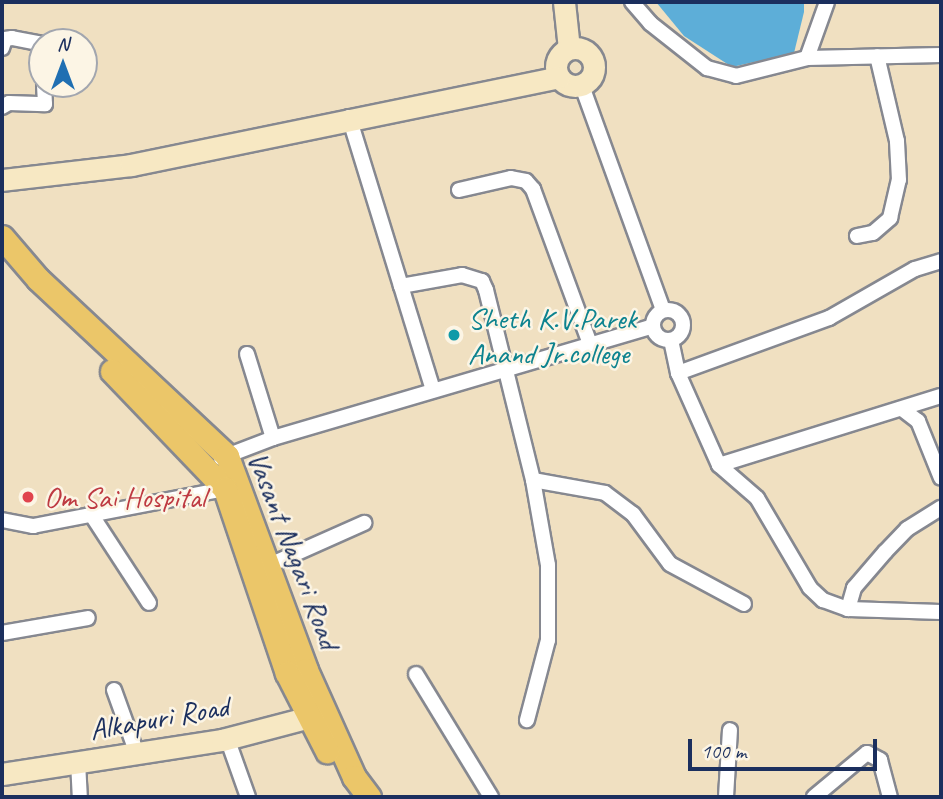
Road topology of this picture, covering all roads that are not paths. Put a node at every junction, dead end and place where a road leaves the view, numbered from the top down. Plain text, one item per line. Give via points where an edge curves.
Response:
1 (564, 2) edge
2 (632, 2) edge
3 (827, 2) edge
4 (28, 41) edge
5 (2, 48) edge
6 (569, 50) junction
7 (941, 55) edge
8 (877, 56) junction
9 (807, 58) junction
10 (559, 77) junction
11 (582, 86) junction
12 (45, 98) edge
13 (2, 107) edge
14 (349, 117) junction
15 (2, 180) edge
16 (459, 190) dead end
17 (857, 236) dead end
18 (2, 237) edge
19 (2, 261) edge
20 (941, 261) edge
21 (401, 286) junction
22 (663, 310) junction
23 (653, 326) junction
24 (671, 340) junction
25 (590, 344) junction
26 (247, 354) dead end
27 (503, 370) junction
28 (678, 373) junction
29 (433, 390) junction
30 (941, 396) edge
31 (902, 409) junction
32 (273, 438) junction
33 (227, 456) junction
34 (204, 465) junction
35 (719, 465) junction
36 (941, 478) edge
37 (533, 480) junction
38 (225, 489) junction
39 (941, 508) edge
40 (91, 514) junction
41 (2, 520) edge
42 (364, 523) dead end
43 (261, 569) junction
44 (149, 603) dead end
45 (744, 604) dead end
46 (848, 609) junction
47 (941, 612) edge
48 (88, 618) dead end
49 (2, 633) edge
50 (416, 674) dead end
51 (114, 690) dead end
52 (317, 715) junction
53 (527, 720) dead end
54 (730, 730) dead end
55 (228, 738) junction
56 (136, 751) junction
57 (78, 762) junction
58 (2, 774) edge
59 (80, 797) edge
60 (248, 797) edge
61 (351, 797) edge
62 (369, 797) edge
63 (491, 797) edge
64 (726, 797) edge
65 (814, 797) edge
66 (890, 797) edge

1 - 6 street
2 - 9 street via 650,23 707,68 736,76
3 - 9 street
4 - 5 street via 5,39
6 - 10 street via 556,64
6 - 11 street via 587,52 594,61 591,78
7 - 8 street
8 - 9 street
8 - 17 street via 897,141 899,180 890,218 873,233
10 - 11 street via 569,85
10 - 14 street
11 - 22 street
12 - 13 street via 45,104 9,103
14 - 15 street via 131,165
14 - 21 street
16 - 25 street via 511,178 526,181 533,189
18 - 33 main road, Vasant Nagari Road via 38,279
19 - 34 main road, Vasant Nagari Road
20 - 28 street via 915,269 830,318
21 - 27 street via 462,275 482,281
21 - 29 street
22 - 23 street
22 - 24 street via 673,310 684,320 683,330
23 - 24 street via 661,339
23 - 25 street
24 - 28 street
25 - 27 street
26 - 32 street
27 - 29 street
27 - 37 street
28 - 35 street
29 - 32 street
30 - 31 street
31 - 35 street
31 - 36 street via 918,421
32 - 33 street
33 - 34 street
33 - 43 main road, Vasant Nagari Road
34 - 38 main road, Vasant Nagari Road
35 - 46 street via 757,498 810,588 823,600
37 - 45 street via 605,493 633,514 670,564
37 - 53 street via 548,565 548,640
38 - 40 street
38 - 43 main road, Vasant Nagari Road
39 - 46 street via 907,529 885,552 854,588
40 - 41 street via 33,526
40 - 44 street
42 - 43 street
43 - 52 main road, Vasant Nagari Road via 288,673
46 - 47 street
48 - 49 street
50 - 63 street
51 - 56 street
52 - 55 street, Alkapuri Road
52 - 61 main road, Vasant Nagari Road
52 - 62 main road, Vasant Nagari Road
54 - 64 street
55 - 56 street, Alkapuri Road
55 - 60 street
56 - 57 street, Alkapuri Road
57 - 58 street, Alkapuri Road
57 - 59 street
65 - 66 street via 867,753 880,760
━━━━━━━━━━━━━━━━
Exercise objective
Omit the pictures, then copy out all the data exactly as it stands.

Exercise response
Road topology of this picture, covering all roads that are not paths. Put a node at every junction, dead end and place where a road leaves the view, numbered from the top down. Plain text, one item per line. Give via points where an edge curves.
Response:
1 (564, 2) edge
2 (632, 2) edge
3 (827, 2) edge
4 (28, 41) edge
5 (2, 48) edge
6 (569, 50) junction
7 (941, 55) edge
8 (877, 56) junction
9 (807, 58) junction
10 (559, 77) junction
11 (582, 86) junction
12 (45, 98) edge
13 (2, 107) edge
14 (349, 117) junction
15 (2, 180) edge
16 (459, 190) dead end
17 (857, 236) dead end
18 (2, 237) edge
19 (2, 261) edge
20 (941, 261) edge
21 (401, 286) junction
22 (663, 310) junction
23 (653, 326) junction
24 (671, 340) junction
25 (590, 344) junction
26 (247, 354) dead end
27 (503, 370) junction
28 (678, 373) junction
29 (433, 390) junction
30 (941, 396) edge
31 (902, 409) junction
32 (273, 438) junction
33 (227, 456) junction
34 (204, 465) junction
35 (719, 465) junction
36 (941, 478) edge
37 (533, 480) junction
38 (225, 489) junction
39 (941, 508) edge
40 (91, 514) junction
41 (2, 520) edge
42 (364, 523) dead end
43 (261, 569) junction
44 (149, 603) dead end
45 (744, 604) dead end
46 (848, 609) junction
47 (941, 612) edge
48 (88, 618) dead end
49 (2, 633) edge
50 (416, 674) dead end
51 (114, 690) dead end
52 (317, 715) junction
53 (527, 720) dead end
54 (730, 730) dead end
55 (228, 738) junction
56 (136, 751) junction
57 (78, 762) junction
58 (2, 774) edge
59 (80, 797) edge
60 (248, 797) edge
61 (351, 797) edge
62 (369, 797) edge
63 (491, 797) edge
64 (726, 797) edge
65 (814, 797) edge
66 (890, 797) edge

1 - 6 street
2 - 9 street via 650,23 707,68 736,76
3 - 9 street
4 - 5 street via 5,39
6 - 10 street via 556,64
6 - 11 street via 587,52 594,61 591,78
7 - 8 street
8 - 9 street
8 - 17 street via 897,141 899,180 890,218 873,233
10 - 11 street via 569,85
10 - 14 street
11 - 22 street
12 - 13 street via 45,104 9,103
14 - 15 street via 131,165
14 - 21 street
16 - 25 street via 511,178 526,181 533,189
18 - 33 main road, Vasant Nagari Road via 38,279
19 - 34 main road, Vasant Nagari Road
20 - 28 street via 915,269 830,318
21 - 27 street via 462,275 482,281
21 - 29 street
22 - 23 street
22 - 24 street via 673,310 684,320 683,330
23 - 24 street via 661,339
23 - 25 street
24 - 28 street
25 - 27 street
26 - 32 street
27 - 29 street
27 - 37 street
28 - 35 street
29 - 32 street
30 - 31 street
31 - 35 street
31 - 36 street via 918,421
32 - 33 street
33 - 34 street
33 - 43 main road, Vasant Nagari Road
34 - 38 main road, Vasant Nagari Road
35 - 46 street via 757,498 810,588 823,600
37 - 45 street via 605,493 633,514 670,564
37 - 53 street via 548,565 548,640
38 - 40 street
38 - 43 main road, Vasant Nagari Road
39 - 46 street via 907,529 885,552 854,588
40 - 41 street via 33,526
40 - 44 street
42 - 43 street
43 - 52 main road, Vasant Nagari Road via 288,673
46 - 47 street
48 - 49 street
50 - 63 street
51 - 56 street
52 - 55 street, Alkapuri Road
52 - 61 main road, Vasant Nagari Road
52 - 62 main road, Vasant Nagari Road
54 - 64 street
55 - 56 street, Alkapuri Road
55 - 60 street
56 - 57 street, Alkapuri Road
57 - 58 street, Alkapuri Road
57 - 59 street
65 - 66 street via 867,753 880,760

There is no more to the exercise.